**Your goal**
Skipping any pictures, give all of the records below again exactly.
____ Task material
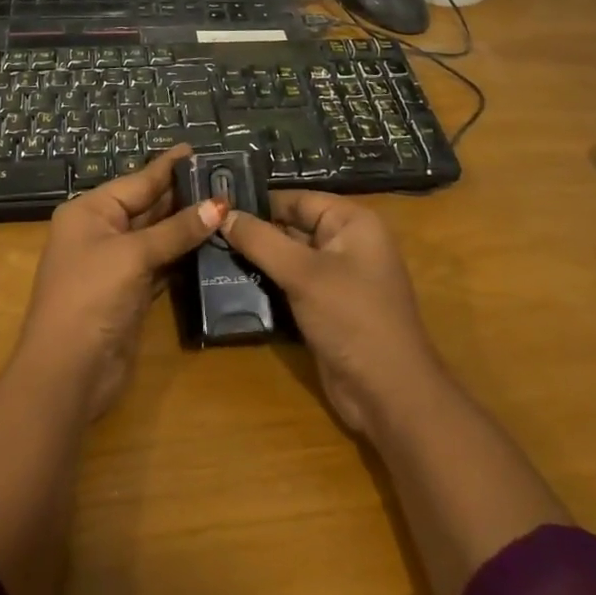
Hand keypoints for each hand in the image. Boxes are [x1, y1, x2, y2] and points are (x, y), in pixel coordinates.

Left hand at [16, 146, 224, 420]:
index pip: (138, 181)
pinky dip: (183, 255)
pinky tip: (212, 244)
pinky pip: (161, 264)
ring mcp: (115, 264)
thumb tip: (218, 205)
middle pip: (148, 206)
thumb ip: (176, 230)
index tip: (198, 149)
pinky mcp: (130, 293)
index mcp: (90, 211)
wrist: (67, 372)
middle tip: (224, 178)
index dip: (169, 166)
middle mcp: (101, 232)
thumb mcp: (133, 255)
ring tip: (226, 206)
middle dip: (183, 195)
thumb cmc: (92, 297)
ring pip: (157, 236)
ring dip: (187, 226)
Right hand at [220, 192, 440, 433]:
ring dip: (257, 260)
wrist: (388, 394)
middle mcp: (347, 243)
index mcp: (352, 222)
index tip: (216, 207)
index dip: (259, 203)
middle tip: (207, 231)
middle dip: (254, 232)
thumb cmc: (351, 318)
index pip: (298, 199)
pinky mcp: (326, 307)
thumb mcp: (303, 274)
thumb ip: (260, 241)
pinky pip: (292, 284)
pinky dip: (268, 284)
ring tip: (210, 253)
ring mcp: (338, 277)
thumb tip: (222, 213)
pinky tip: (231, 283)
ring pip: (289, 258)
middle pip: (292, 227)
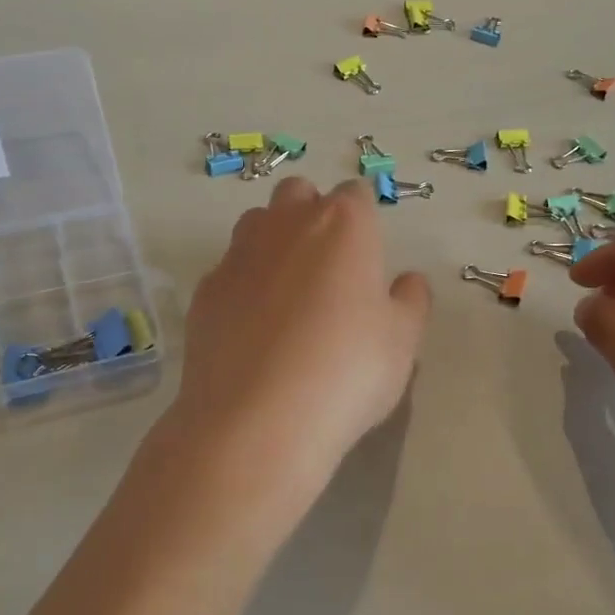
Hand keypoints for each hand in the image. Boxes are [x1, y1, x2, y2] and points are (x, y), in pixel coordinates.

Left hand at [166, 177, 430, 512]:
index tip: (368, 254)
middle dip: (313, 213)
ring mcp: (238, 255)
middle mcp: (286, 225)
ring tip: (289, 294)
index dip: (364, 219)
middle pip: (299, 193)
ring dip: (275, 241)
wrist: (257, 420)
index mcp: (343, 225)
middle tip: (329, 267)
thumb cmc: (347, 371)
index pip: (356, 194)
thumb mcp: (402, 342)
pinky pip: (229, 270)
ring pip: (257, 224)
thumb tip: (408, 281)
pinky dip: (244, 285)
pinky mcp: (204, 291)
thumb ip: (411, 302)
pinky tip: (254, 328)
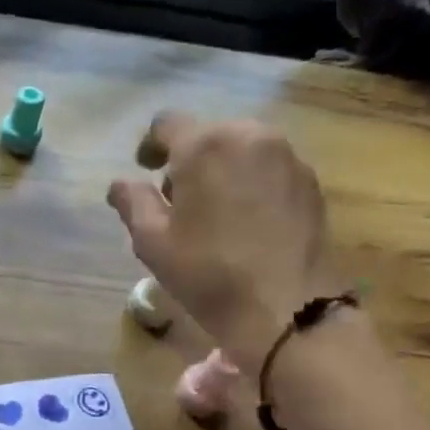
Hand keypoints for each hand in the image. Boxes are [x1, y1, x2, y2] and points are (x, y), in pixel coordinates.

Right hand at [106, 113, 331, 369]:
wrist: (286, 306)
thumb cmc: (207, 272)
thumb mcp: (152, 241)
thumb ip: (132, 202)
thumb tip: (120, 184)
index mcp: (204, 146)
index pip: (167, 123)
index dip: (150, 145)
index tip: (145, 169)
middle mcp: (249, 136)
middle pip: (207, 134)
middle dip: (188, 159)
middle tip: (177, 200)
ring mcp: (286, 155)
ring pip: (240, 148)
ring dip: (220, 169)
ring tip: (212, 211)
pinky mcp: (309, 180)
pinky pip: (268, 167)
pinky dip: (249, 182)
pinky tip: (245, 221)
________
**Exercise result**
Hand keypoints for each hand in the image. Boxes are [x1, y1, x2, y2] and points are (x, y), in pixel coordinates.

Left hand at [16, 146, 224, 420]:
index pip: (138, 181)
pinky dip: (183, 255)
pinky tip: (212, 244)
pinky pip: (161, 264)
ring mcp: (115, 264)
thumb tip: (218, 205)
middle pip: (148, 206)
thumb ip: (176, 230)
index tip: (198, 149)
pinky mcp: (130, 293)
index mcp: (90, 211)
wrist: (67, 372)
middle tip: (224, 178)
index dip: (169, 166)
middle mcp: (101, 232)
thumb mcp: (133, 255)
ring tip: (226, 206)
middle dip: (183, 195)
thumb cmc: (92, 297)
ring pip: (157, 236)
ring dip: (187, 226)
Right hand at [220, 192, 440, 433]:
ring dip: (257, 260)
wrist: (388, 394)
middle mcp: (347, 243)
index mcp: (352, 222)
index tip: (216, 207)
index dip: (259, 203)
middle tip: (207, 231)
middle dip: (254, 232)
thumb cmc: (351, 318)
index pip: (298, 199)
pinky mcp: (326, 307)
thumb mcp: (303, 274)
thumb ip: (260, 241)
pinky pip: (292, 284)
pinky dip: (268, 284)
ring tip: (210, 253)
ring mcp: (338, 277)
thumb tip: (222, 213)
pinky tip: (231, 283)
ring pip: (289, 258)
middle pip: (292, 227)
Hand keypoints for each hand in the image. Boxes are [x1, y1, x2, y2] and points are (x, y), in pixel coordinates.

Left hand at [166, 177, 430, 512]:
index tip: (368, 254)
middle dip: (313, 213)
ring mcp: (238, 255)
middle mcp: (286, 225)
ring tip: (289, 294)
index dip: (364, 219)
middle pip: (299, 193)
ring dip: (275, 241)
wrist: (257, 420)
index mcp: (343, 225)
middle tip: (329, 267)
thumb cmc: (347, 371)
index pip: (356, 194)
thumb mcp: (402, 342)
pinky pip: (229, 270)
ring pip: (257, 224)
thumb tip: (408, 281)
pinky dip: (244, 285)
pinky mcp: (204, 291)
thumb ip: (411, 302)
pinky tip: (254, 328)
Hand keypoints for each hand in the image. Boxes are [x1, y1, x2, y2] and points are (x, y), in pixel coordinates.

Right hand at [106, 113, 331, 369]:
wrist: (286, 306)
thumb cmc: (207, 272)
thumb mcp: (152, 241)
thumb ip: (132, 202)
thumb tip: (120, 184)
index mcp: (204, 146)
index pip: (167, 123)
index dip: (150, 145)
index tip: (145, 169)
middle mcp: (249, 136)
middle pip: (207, 134)
middle dip: (188, 159)
middle tip: (177, 200)
ring mcp: (286, 155)
ring pip: (240, 148)
ring dip: (220, 169)
ring tip: (212, 211)
pinky mcp: (309, 180)
pinky pip: (268, 167)
pinky dip: (249, 182)
pinky tip: (245, 221)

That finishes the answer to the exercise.